Kuwaiti stores pulled French yogurts and bottles of sparkling water from their shelves, Qatar University cancelled a French culture week, and calls to stay away from the Carrefour grocery store chain were trending on social media in Saudi Arabia and the United Arab Emirates.
Protests have been held in Turkey and the Gaza Strip and are being planned in Pakistan.
The beheading earlier this month of French teacher Samuel Paty, who had shown caricatures of the prophet in his class, has once again ignited a debate over such depictions, which Muslims consider blasphemous.
The teacher, who was killed by an 18-year-old Chechen refugee, has been heralded at home as a national symbol of France’s dearly-held secular ideals and its rejection of religious intrusion in public spheres.
French President Emmanuel Macron has vigorously defended such depictions as protected under the right to free speech and at a memorial for the teacher last week, he said: “We won’t renounce the caricatures.”
And in tweets published in both Arabic and English on Sunday, Mr Macron wrote: “We will not give in, ever”, while adding that France does not accept hate speech and respects all differences.

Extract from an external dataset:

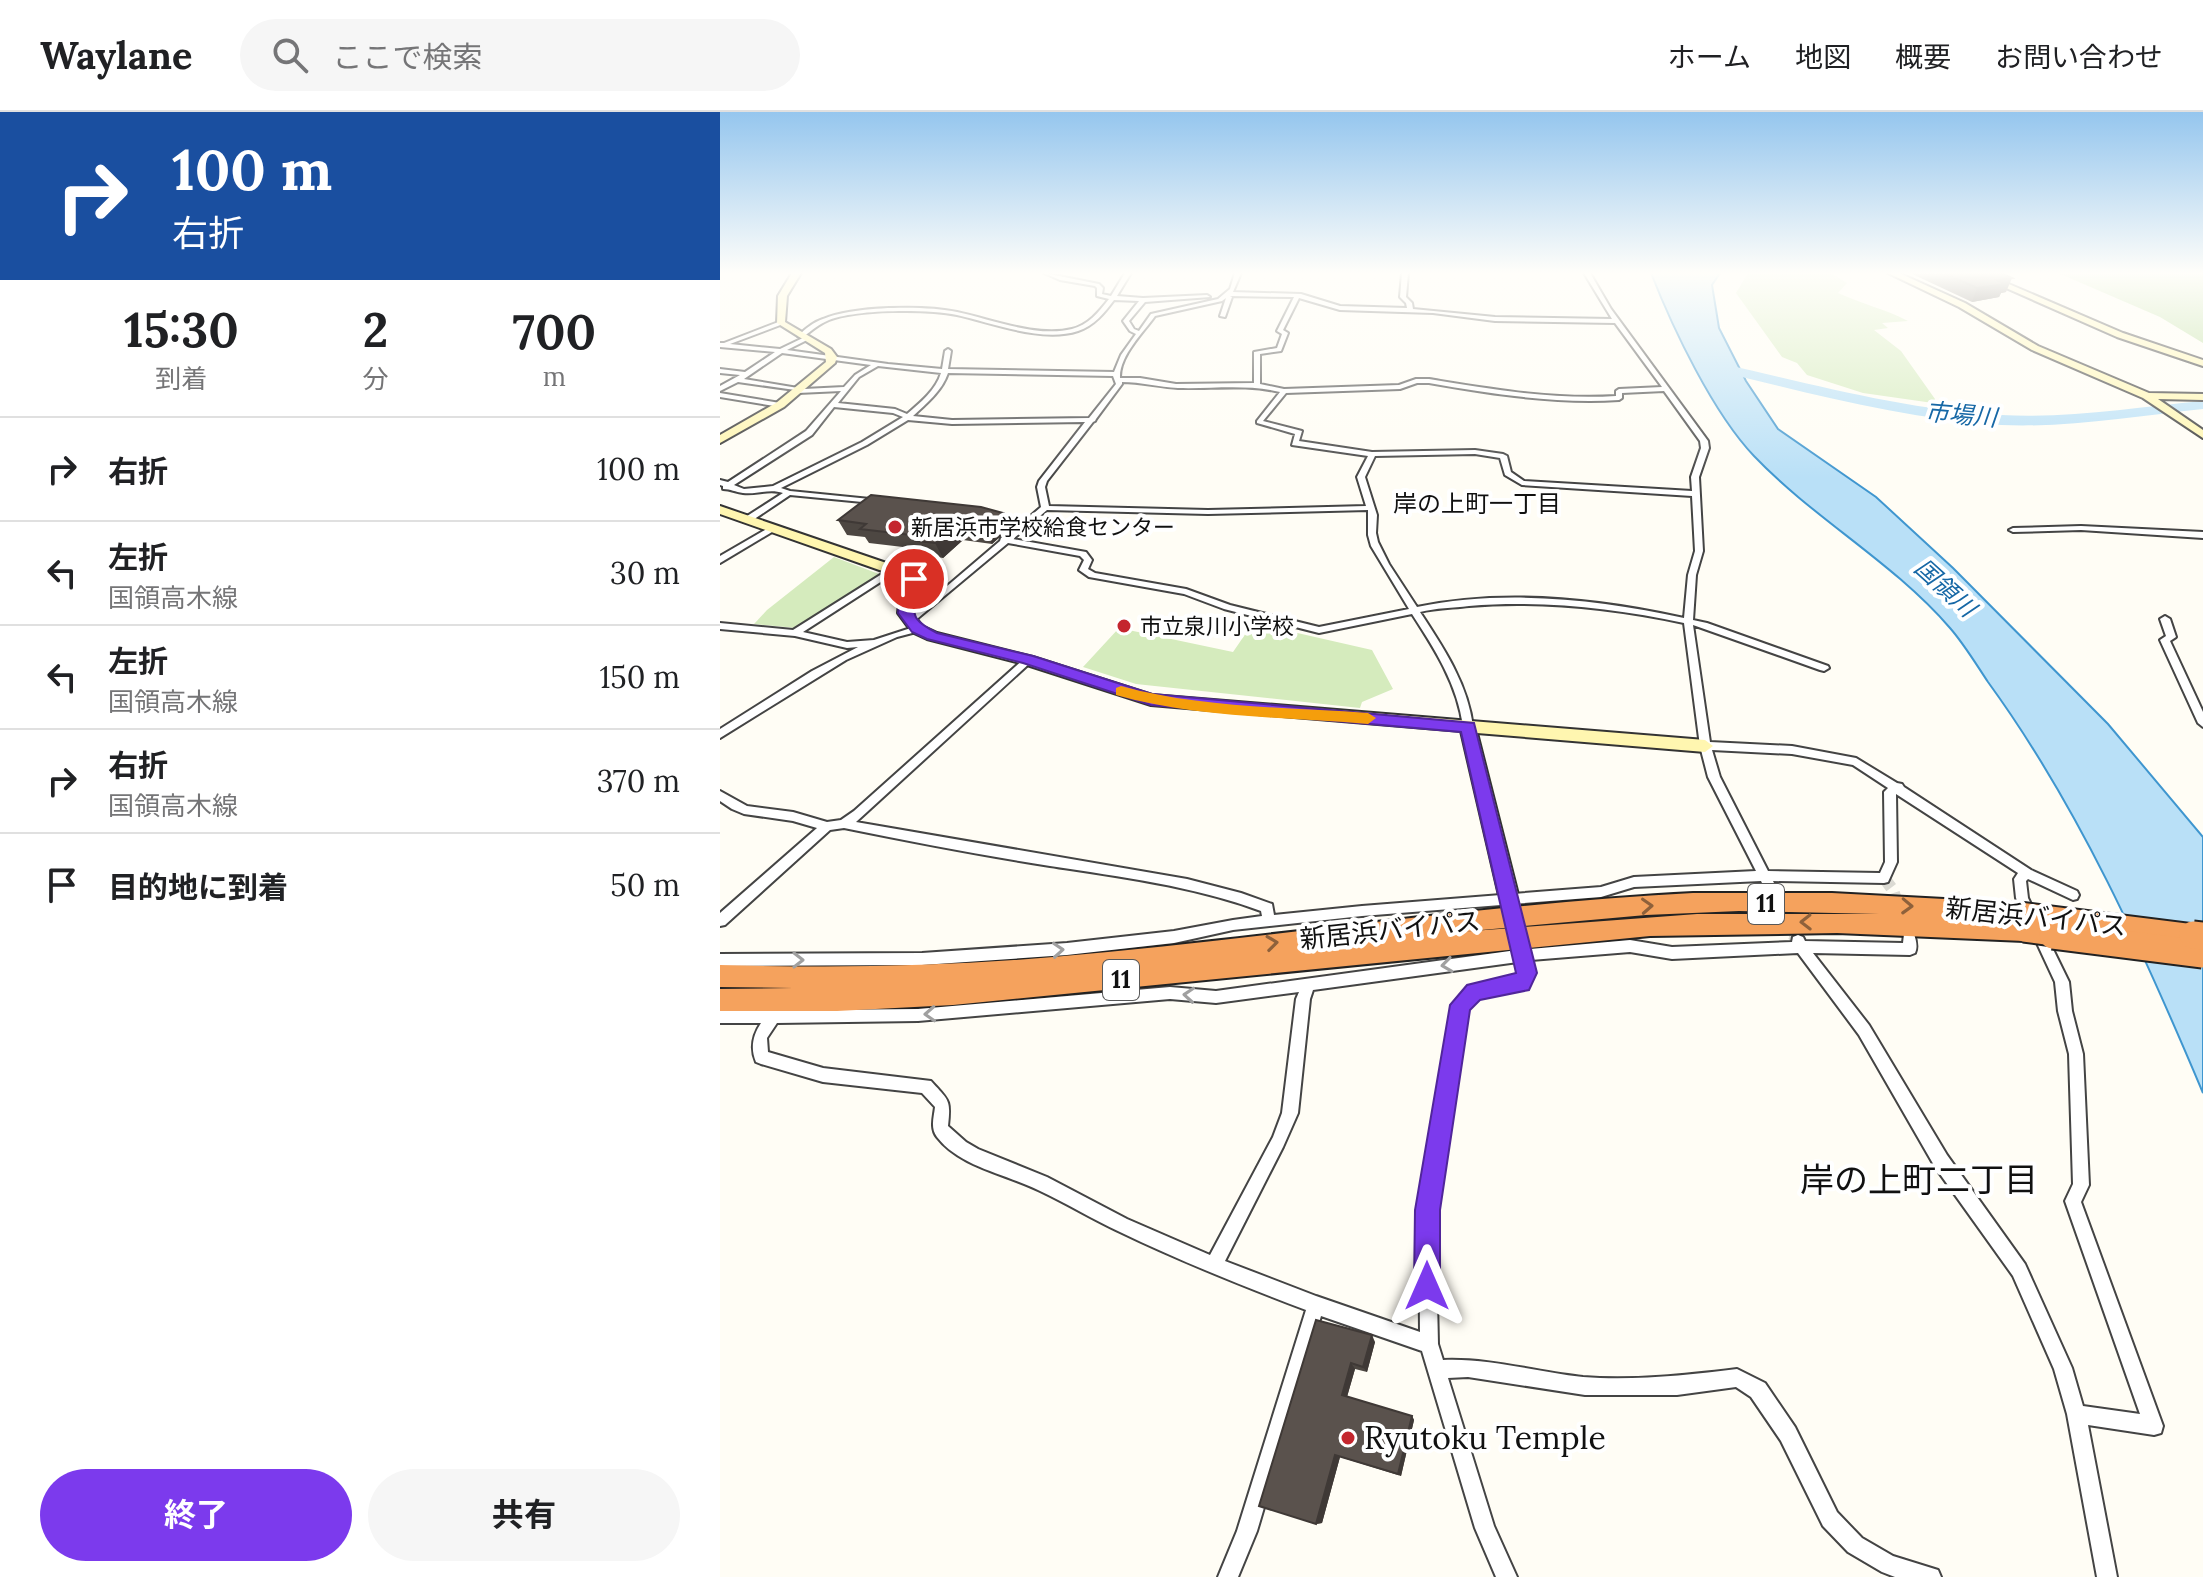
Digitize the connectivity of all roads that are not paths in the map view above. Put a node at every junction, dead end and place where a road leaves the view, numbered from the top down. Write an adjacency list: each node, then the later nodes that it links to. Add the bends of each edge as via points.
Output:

His government plans a bill aimed at rooting out what Mr Macron calls “Islamist separatism”, which he contends has created a parallel culture in France, one that rejects French laws and norms.
While he blamed some of this separatism on France’s colonial past in north Africa, he was quoted as saying Islam is “a religion that is in crisis all over the world” and that Muslim positions are “hardening”.
Mr Macron’s stance has drawn anger on social media and from some political leaders in the Muslim world.
Egypt’s top cleric, Sheikh Ahmed el-Tayeb, who is also the Grand Imam of Al-Azhar, Sunni Islam’s highest seat of learning, condemned what he said was a systematic campaign aimed at dragging Islam into political conflicts and discord.
Pakistan Prime Minister Imran Khan said the French leader chose to encourage anti-Muslim sentiment and deliberately provoke Muslims by encouraging the display of blasphemous cartoons targeting Islam, while Pakistan also summoned the French ambassador to lodge a protest over Mr Macron’s condoning of the caricatures.
A small rally was held on Monday in the Gaza Strip outside the French cultural centre with people carrying banners showing photos of Mr Maron with an “X” over his face.
They held banners that read: “Despite Macron’s malice, we prevail for our Prophet.”
In Pakistan, the leader of a radical Islamic party called on people to hold a rally against France on Friday in the eastern city of Lahore to mark the Prophet Mohammed’s birthday, which is traditionally a time of celebration.
Meanwhile, groups ranging from the Taliban in Afghanistan to Hezbollah in Lebanon have condemned Mr Macron’s defence of caricatures depicting the Prophet Mohammed.